In response to Gayle King’s loaded question, Ivanka took a long pause and gave an elegant answer: “If being complicit is wanting to be a force for good and to make a positive impact, then I’m complicit.”

During her father’s tumultuous campaign, and in the two short months of his presidency, Ivanka Trump has had a political crash course in what it’s like to walk in the high heel shoes of Republican women.

During her father’s tumultuous campaign, and in the two short months of his presidency, Ivanka Trump has had a political crash course in what it’s like to walk in the high heel shoes of Republican women.

She now knows what it feels like to have one’s life accomplishments dismissed, and your integrity, and morality questioned for being “complicit” in a conservative agenda because for liberals, to be a Republican is to be anti-woman. And to be pro-Trump, is to be a racist.

The feminist thought police will never forgive, and will therefore malign, any woman who didn’t fall for their election strategy of shaming women into voting for Hillary.

The liberal strategy for taking down the Trump family is the same one used against all Republicans: do not normalize them.

Though a registered Democrat prior to her father’s candidacy, the glamorous and unquestionably successful Ivanka has not been spared. You see, to normalize Donald Trump and his family is to normalize Republicans, and to normalize Republicans is to normalize our conservative ideas and give them a fair platform from which to be debated.

When the debate turns to ideas and results, conservatives often win. That’s why there is severe punishment in the powerful entertainment industry for anyone who even unwittingly  normalizes President Trump.

Recall what happened when Jimmy Fallon asked to tousle then candidate Trump’s hair on the "Tonight Show." It was a lighthearted moment that humanized Trump.

His comedic peers, including fellow "SNL" alum, Tina Faye, viciously pounced to make a public lesson out of him, ensuring others do not dare to use their powerful media and cultural platforms to “normalize” Donald Trump.

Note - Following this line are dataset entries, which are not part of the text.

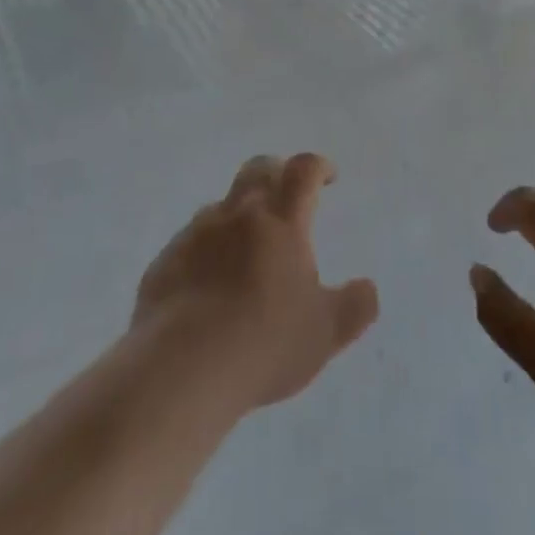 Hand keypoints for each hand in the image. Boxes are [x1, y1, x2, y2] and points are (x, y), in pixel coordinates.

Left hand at [133, 153, 378, 412]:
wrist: (182, 368)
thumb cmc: (264, 343)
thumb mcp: (325, 334)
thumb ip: (353, 307)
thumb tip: (368, 288)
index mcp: (282, 221)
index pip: (303, 171)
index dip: (318, 166)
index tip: (327, 176)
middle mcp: (240, 214)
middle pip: (259, 169)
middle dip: (276, 173)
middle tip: (286, 195)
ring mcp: (198, 233)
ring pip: (222, 205)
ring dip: (238, 214)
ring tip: (245, 251)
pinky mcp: (166, 260)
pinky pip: (190, 242)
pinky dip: (205, 251)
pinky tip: (207, 286) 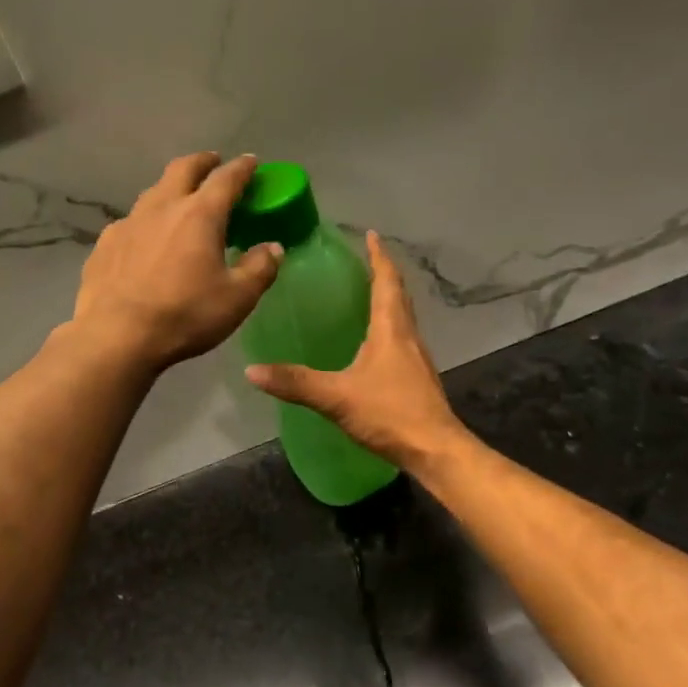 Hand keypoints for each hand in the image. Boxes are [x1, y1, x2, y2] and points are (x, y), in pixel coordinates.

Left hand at [70, 153, 283, 371]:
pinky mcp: (105, 244)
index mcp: (199, 214)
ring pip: (153, 192)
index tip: (252, 162)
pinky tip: (145, 240)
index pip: (226, 178)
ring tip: (180, 201)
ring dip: (171, 188)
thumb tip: (272, 248)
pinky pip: (130, 222)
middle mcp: (162, 207)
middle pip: (183, 169)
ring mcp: (128, 223)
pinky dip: (146, 221)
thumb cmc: (184, 315)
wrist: (116, 336)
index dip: (242, 168)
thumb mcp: (237, 298)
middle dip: (203, 162)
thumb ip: (259, 269)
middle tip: (214, 163)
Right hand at [245, 231, 464, 470]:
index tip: (372, 235)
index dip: (379, 257)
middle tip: (364, 260)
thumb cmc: (390, 414)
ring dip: (387, 300)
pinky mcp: (416, 379)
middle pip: (398, 296)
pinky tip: (373, 343)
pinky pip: (401, 340)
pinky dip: (388, 327)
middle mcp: (408, 337)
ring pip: (402, 318)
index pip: (387, 282)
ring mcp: (416, 359)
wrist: (435, 450)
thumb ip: (296, 383)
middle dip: (383, 274)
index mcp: (391, 330)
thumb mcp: (337, 396)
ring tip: (366, 294)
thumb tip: (252, 370) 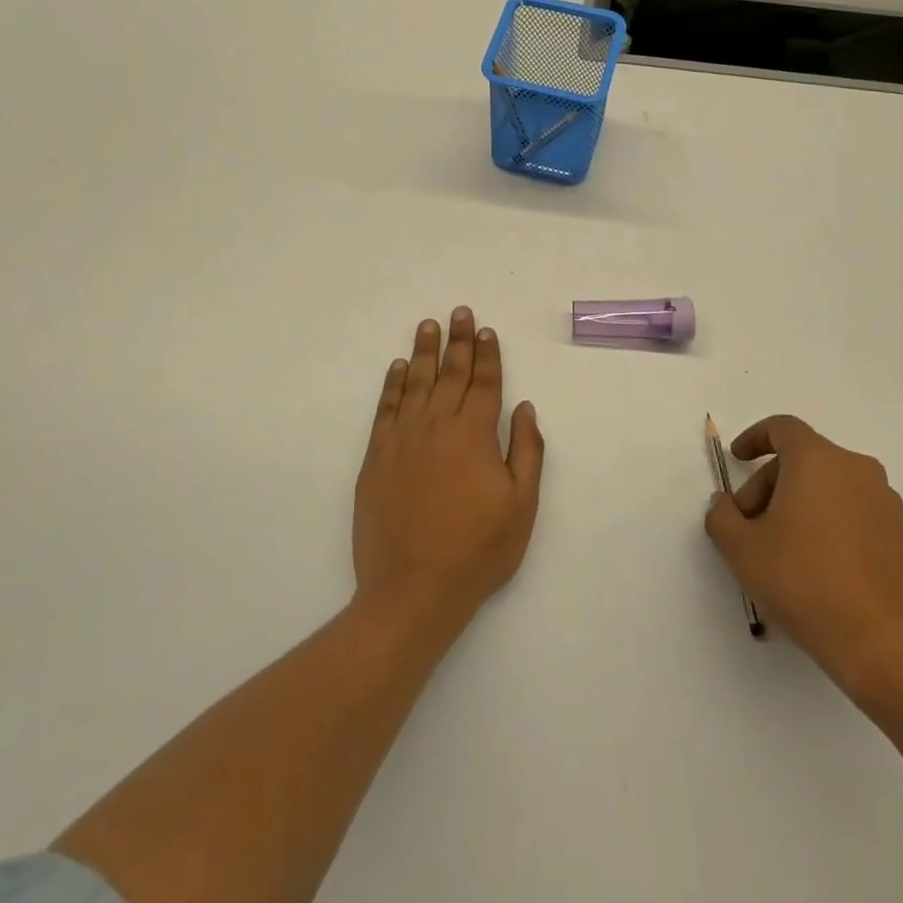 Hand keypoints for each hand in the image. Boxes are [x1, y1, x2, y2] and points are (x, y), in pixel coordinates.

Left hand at [354, 309, 543, 638]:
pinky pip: (385, 410)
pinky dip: (391, 386)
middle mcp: (437, 427)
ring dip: (423, 352)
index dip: (487, 355)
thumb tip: (523, 407)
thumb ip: (526, 451)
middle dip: (457, 341)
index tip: (486, 330)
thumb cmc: (477, 551)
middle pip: (450, 374)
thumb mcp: (521, 506)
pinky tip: (396, 368)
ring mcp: (402, 441)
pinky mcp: (376, 459)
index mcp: (474, 435)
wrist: (412, 590)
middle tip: (459, 312)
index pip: (484, 383)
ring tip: (428, 325)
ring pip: (414, 384)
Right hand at [704, 414, 902, 708]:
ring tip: (778, 551)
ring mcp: (883, 501)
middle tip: (748, 527)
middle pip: (802, 460)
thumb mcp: (741, 549)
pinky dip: (825, 522)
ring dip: (796, 505)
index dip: (754, 438)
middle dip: (768, 485)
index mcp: (817, 460)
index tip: (737, 459)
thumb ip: (721, 516)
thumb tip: (725, 504)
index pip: (782, 428)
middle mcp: (855, 469)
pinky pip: (850, 510)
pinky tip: (811, 566)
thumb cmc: (804, 581)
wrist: (884, 643)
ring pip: (827, 486)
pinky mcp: (899, 533) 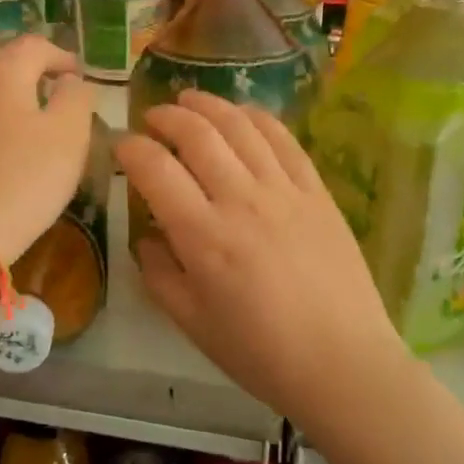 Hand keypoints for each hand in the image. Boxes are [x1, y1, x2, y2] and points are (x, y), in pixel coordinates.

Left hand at [0, 36, 95, 262]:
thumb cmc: (24, 181)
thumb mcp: (70, 137)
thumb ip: (76, 98)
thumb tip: (70, 79)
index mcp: (3, 71)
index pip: (35, 46)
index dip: (59, 56)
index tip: (76, 74)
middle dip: (22, 67)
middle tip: (43, 88)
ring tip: (6, 110)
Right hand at [114, 90, 405, 420]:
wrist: (342, 362)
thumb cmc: (260, 352)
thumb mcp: (193, 323)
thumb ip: (160, 275)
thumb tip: (146, 236)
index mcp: (203, 236)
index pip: (155, 170)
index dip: (130, 149)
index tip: (121, 147)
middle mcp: (240, 200)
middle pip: (197, 135)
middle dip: (166, 117)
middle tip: (152, 117)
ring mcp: (283, 191)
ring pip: (240, 127)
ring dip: (208, 105)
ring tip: (189, 100)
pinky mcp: (317, 191)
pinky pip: (284, 140)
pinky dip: (258, 118)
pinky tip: (243, 115) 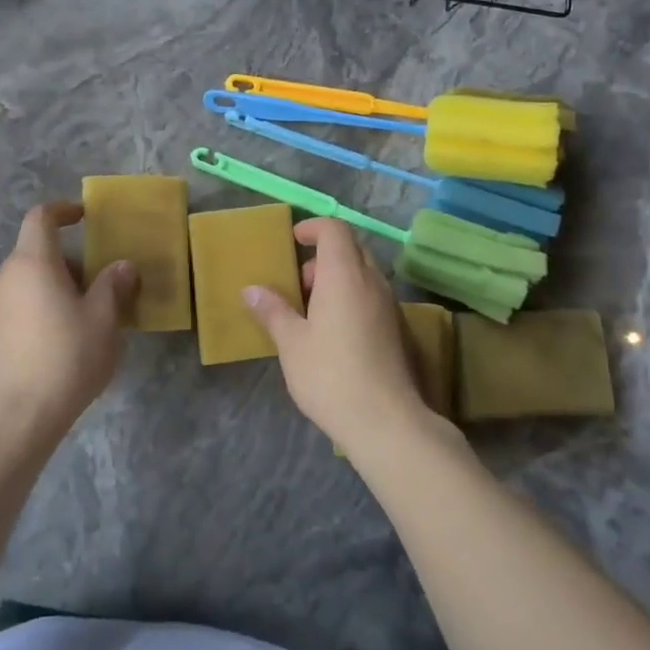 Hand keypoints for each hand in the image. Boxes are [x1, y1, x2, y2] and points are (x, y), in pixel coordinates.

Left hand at [0, 202, 137, 434]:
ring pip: (30, 279)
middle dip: (71, 259)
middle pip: (37, 251)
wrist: (20, 415)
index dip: (63, 210)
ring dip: (59, 284)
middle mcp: (7, 276)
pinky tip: (65, 336)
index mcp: (32, 262)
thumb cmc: (67, 356)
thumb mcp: (104, 318)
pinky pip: (21, 302)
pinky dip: (44, 304)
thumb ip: (113, 285)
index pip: (41, 218)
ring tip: (89, 313)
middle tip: (103, 281)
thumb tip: (122, 266)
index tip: (86, 216)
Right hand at [242, 218, 440, 457]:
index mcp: (344, 275)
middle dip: (323, 258)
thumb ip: (273, 311)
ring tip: (310, 313)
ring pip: (363, 275)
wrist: (386, 421)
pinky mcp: (398, 330)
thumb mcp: (291, 343)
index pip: (335, 229)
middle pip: (351, 250)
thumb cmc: (330, 374)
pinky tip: (333, 334)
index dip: (313, 228)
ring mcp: (389, 306)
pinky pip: (372, 298)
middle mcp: (372, 282)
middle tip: (298, 285)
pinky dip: (351, 300)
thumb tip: (252, 290)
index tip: (293, 240)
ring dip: (337, 281) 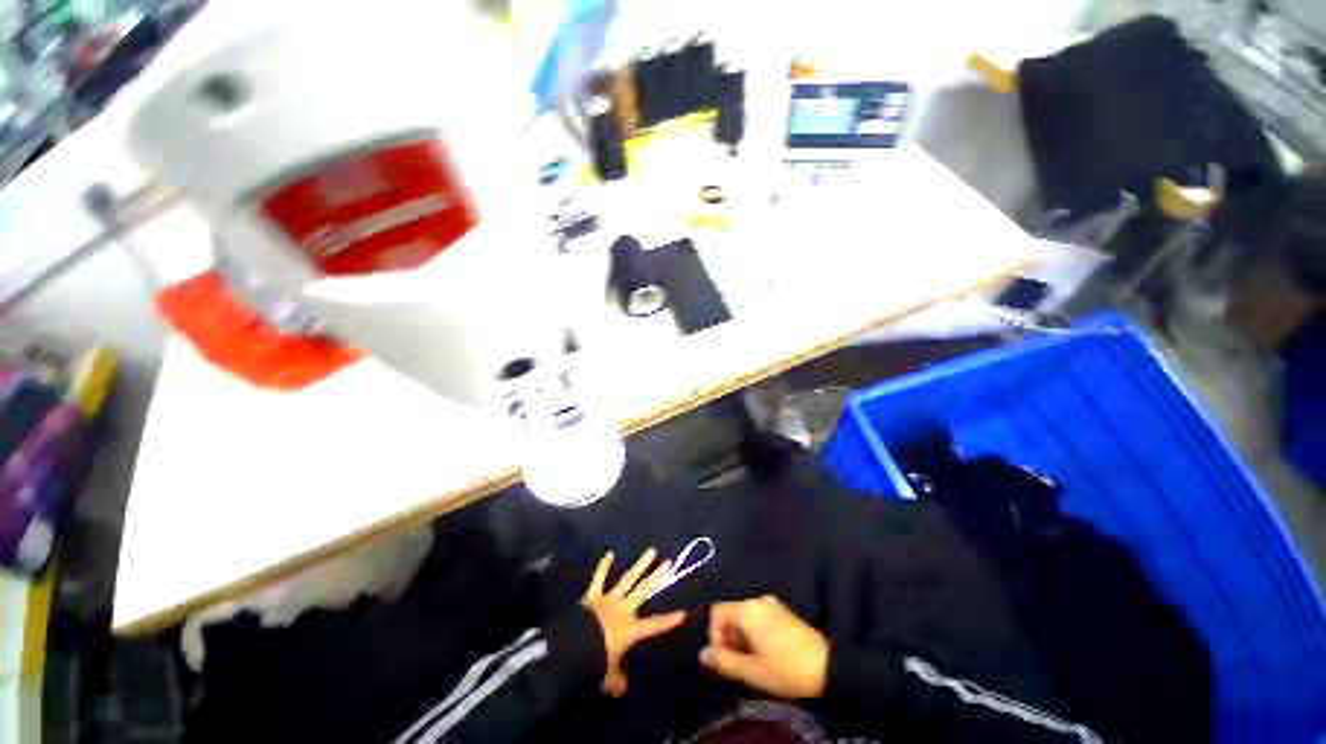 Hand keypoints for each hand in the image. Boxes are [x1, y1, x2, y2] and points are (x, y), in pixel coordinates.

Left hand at [581, 548, 685, 696]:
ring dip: (640, 564)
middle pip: (644, 590)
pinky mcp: (594, 594)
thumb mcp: (608, 677)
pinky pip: (599, 578)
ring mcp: (609, 598)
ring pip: (628, 578)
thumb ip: (617, 681)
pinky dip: (603, 566)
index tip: (682, 613)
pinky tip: (609, 553)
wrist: (574, 645)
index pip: (654, 626)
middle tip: (668, 562)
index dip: (668, 620)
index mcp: (631, 629)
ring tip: (651, 550)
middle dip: (657, 576)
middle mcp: (624, 609)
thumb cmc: (595, 661)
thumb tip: (622, 687)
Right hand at [700, 595, 828, 699]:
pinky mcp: (783, 611)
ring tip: (751, 660)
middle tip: (737, 662)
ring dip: (741, 635)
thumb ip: (724, 661)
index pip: (717, 612)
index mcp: (747, 610)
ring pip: (745, 615)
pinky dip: (753, 631)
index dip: (714, 634)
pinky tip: (765, 652)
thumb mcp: (752, 671)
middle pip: (731, 612)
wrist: (826, 667)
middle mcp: (758, 600)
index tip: (723, 658)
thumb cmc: (786, 670)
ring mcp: (772, 604)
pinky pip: (758, 616)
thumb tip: (703, 654)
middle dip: (728, 637) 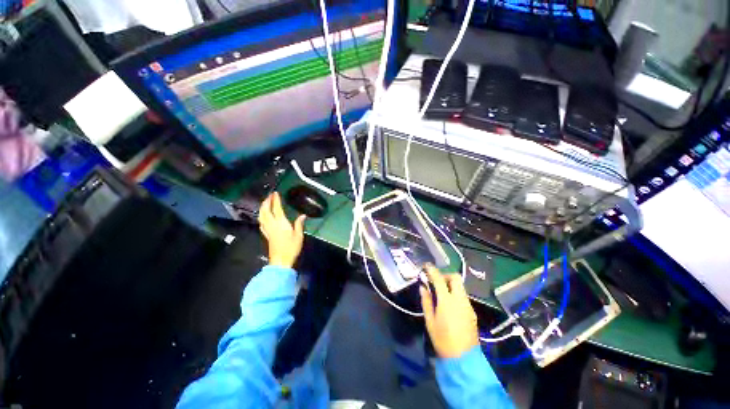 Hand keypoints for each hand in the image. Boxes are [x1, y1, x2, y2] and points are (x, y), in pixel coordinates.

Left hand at [258, 192, 305, 268]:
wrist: (281, 260)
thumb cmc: (291, 247)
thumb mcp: (299, 235)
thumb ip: (299, 224)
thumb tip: (303, 215)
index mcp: (281, 223)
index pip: (276, 208)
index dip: (275, 200)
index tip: (275, 193)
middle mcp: (272, 224)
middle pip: (265, 211)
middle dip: (266, 202)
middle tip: (269, 196)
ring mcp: (267, 229)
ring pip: (261, 216)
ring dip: (262, 208)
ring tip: (265, 203)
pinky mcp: (266, 234)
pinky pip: (261, 222)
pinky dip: (261, 216)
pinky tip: (263, 216)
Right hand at [420, 265, 479, 358]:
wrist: (464, 359)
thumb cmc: (442, 340)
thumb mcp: (430, 321)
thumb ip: (426, 301)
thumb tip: (423, 287)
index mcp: (447, 301)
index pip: (439, 279)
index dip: (432, 270)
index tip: (426, 266)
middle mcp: (460, 300)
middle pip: (455, 278)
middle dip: (445, 274)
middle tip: (436, 280)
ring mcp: (468, 305)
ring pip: (460, 286)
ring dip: (451, 284)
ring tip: (441, 291)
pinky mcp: (472, 312)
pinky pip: (463, 296)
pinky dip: (455, 293)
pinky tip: (449, 303) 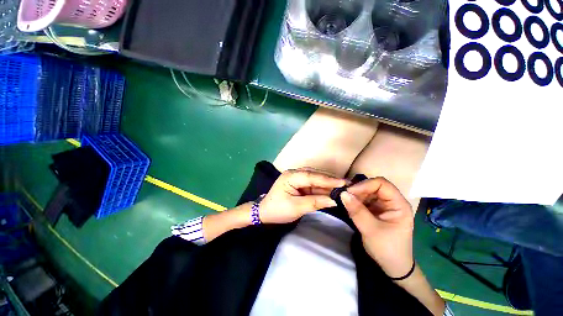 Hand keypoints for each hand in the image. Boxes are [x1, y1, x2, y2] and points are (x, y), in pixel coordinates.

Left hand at [259, 169, 345, 223]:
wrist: (264, 213)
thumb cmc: (278, 210)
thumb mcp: (296, 207)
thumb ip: (315, 202)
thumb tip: (334, 200)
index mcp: (291, 176)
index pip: (312, 176)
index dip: (328, 180)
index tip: (344, 183)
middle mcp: (295, 173)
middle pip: (315, 176)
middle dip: (330, 181)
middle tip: (348, 185)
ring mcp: (297, 178)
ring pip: (315, 180)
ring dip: (328, 185)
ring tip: (343, 188)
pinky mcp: (299, 184)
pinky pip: (313, 185)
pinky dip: (322, 189)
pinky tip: (332, 191)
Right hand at [341, 177, 413, 277]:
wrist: (393, 267)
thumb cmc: (387, 249)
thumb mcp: (371, 230)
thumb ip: (357, 211)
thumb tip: (343, 193)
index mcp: (398, 204)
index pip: (382, 184)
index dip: (365, 185)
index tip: (349, 192)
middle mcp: (392, 202)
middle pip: (373, 186)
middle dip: (358, 190)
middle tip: (345, 197)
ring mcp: (383, 206)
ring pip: (367, 192)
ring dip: (356, 196)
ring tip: (346, 203)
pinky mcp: (376, 210)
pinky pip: (364, 200)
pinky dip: (356, 201)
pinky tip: (350, 207) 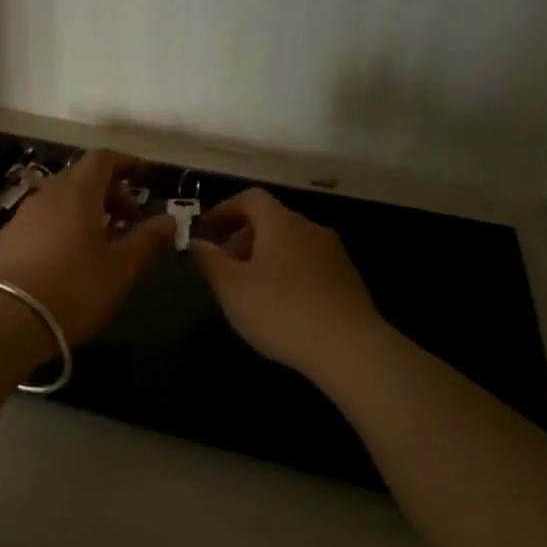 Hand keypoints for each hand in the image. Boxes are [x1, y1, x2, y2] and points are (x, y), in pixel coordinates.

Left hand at [0, 149, 175, 345]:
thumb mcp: (121, 268)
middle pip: (82, 178)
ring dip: (87, 211)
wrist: (5, 320)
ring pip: (61, 200)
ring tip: (103, 243)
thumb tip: (169, 219)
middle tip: (131, 221)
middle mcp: (47, 195)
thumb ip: (148, 240)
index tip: (146, 178)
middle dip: (111, 192)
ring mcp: (22, 216)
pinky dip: (64, 226)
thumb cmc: (74, 289)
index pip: (103, 159)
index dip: (127, 163)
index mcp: (77, 193)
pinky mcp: (6, 239)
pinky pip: (43, 220)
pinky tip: (70, 259)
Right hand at [190, 187, 386, 378]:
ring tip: (250, 288)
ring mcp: (334, 253)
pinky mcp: (348, 279)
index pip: (251, 198)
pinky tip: (282, 305)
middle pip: (272, 220)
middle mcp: (310, 228)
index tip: (208, 229)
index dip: (226, 209)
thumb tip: (196, 242)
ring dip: (266, 256)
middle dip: (243, 236)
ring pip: (291, 243)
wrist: (350, 348)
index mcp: (281, 223)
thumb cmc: (281, 311)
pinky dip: (288, 272)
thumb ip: (210, 261)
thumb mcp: (232, 288)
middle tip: (224, 265)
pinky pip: (309, 264) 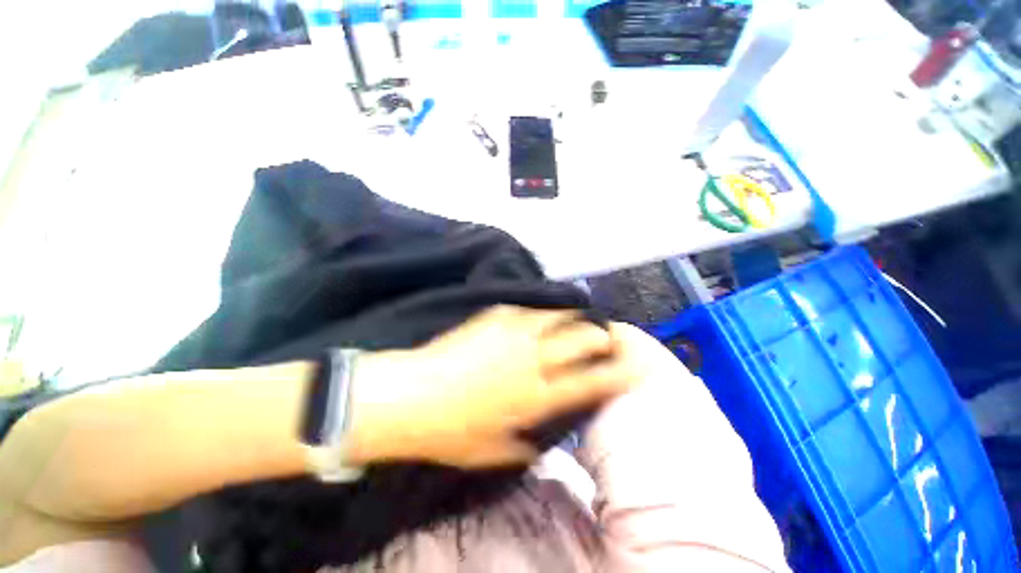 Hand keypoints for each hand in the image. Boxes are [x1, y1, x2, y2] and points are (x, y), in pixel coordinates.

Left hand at [345, 306, 638, 468]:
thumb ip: (521, 448)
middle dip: (600, 336)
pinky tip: (542, 310)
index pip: (589, 383)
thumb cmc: (450, 431)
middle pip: (580, 341)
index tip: (633, 365)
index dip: (615, 373)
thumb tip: (537, 445)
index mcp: (536, 396)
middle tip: (606, 334)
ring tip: (578, 315)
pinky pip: (527, 309)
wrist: (412, 395)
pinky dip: (540, 310)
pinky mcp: (495, 316)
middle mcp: (533, 360)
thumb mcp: (490, 453)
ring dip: (572, 316)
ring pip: (557, 316)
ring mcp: (514, 333)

Being turned into social pariahs must be especially painful for Ivanka who gracefully straddled the Hollywood and New York social scenes.

No one takes fashion cues from Chelsea or Hillary Clinton yet they both graced the cover of Vogue.

Ivanka and First Lady Melania, both towering former international models, have been banished from high end fashion magazine covers and the couture fashion runway world they once inhabited.

Marc Jacobs and other designers brag that they won't dress Melania. Dolce & Gabanna are under fire for having the gall to celebrate the first lady wearing their creations.

Ivanka, a fashion mogul in her own right, endured an embarrassing and unjust boycott of her own fashion empire.

For Ivanka, a role model for socially-conscious entreprenuership, the Nordstrom boycott and the expulsion from the Susan Sandberg/Mika Brzezinski professional women’s “empowerment club” is particularly cruel punishment.

After all, Ivanka took great pains to include the concerns of working women, especially professional working moms, in her fashion brand and corporate message.

On the campaign trail, she tirelessly took her message of female economic empowerment to minority entreprenuers and to the working class rural moms who turned out to see her in between their second shift.

In an interview with Mika Brzezinski on MSNBC, self-appointed feminist leader and founder of the “Women in the World Summit, Tina Brown, said that Ivanka, despite her efforts to prioritize female entreprenuership and put her political weight behind a national child-care policy in the White House, could not be a a credible feminist role-model because her father’s administration wants to cut funding to Planned Parenthood.

That sentiment must be exponentially heightened now that she is “complicit” in the successful nomination of Neil Gorsuch to replace conservative, pro-life Justice Antonin Scalia.

Last week, she was actually slapped down by online feminists for tweeting her support for equal pay for women.

It was an odd, if not revealing, lashing that proves what conservative women have always known about the so-called feminist movement  – that it’s not really a women’s movement. It’s an abortion movement that masks as a women’s movement.

Anyone who threatens abortion, or who is “complicit” in challenging its legality or funding will be punished as a traitor to her gender and, if she’s a minority, to her race.

No matter how much good you do for women or their financial empowerment and independence, you will be shamed and exiled from the feminist club.

The question Republican women have is what will Ivanka do now that she knows what it’s like to walk in our shoes?

Will her ideas and politics evolve now that she is part of a Republican administration?

Will she use her powerful platform to win back the love of the elite, intolerant feminist mean girls who are hell-bent on destroying her father’s presidency? If she does, I predict that will be a fruitless endeavor.

Or will she choose to align herself more closely with the conservative red-state sisterhood that put her father in the Oval Office? These are women who truly admire Ivanka’s work ethic, business focus and commitment to her faith and family.

Conservative women have been quietly shaping their own brand of feminism, one that  gives women more freedom to chart their course and define happiness and success on their own terms.

It’s a feminism that respects the consequential role of men and the dignity of women and their children, including those still growing in their mother's womb.

Though ignored and put down by the media and cultural elites, this is a powerful constituency, one in need of a voice and a champion.

Republicans once embraced and followed a former Democrat named Ronald Reagan.

Could the smart, polished and articulate Ivanka be the leader Republican women have been waiting for?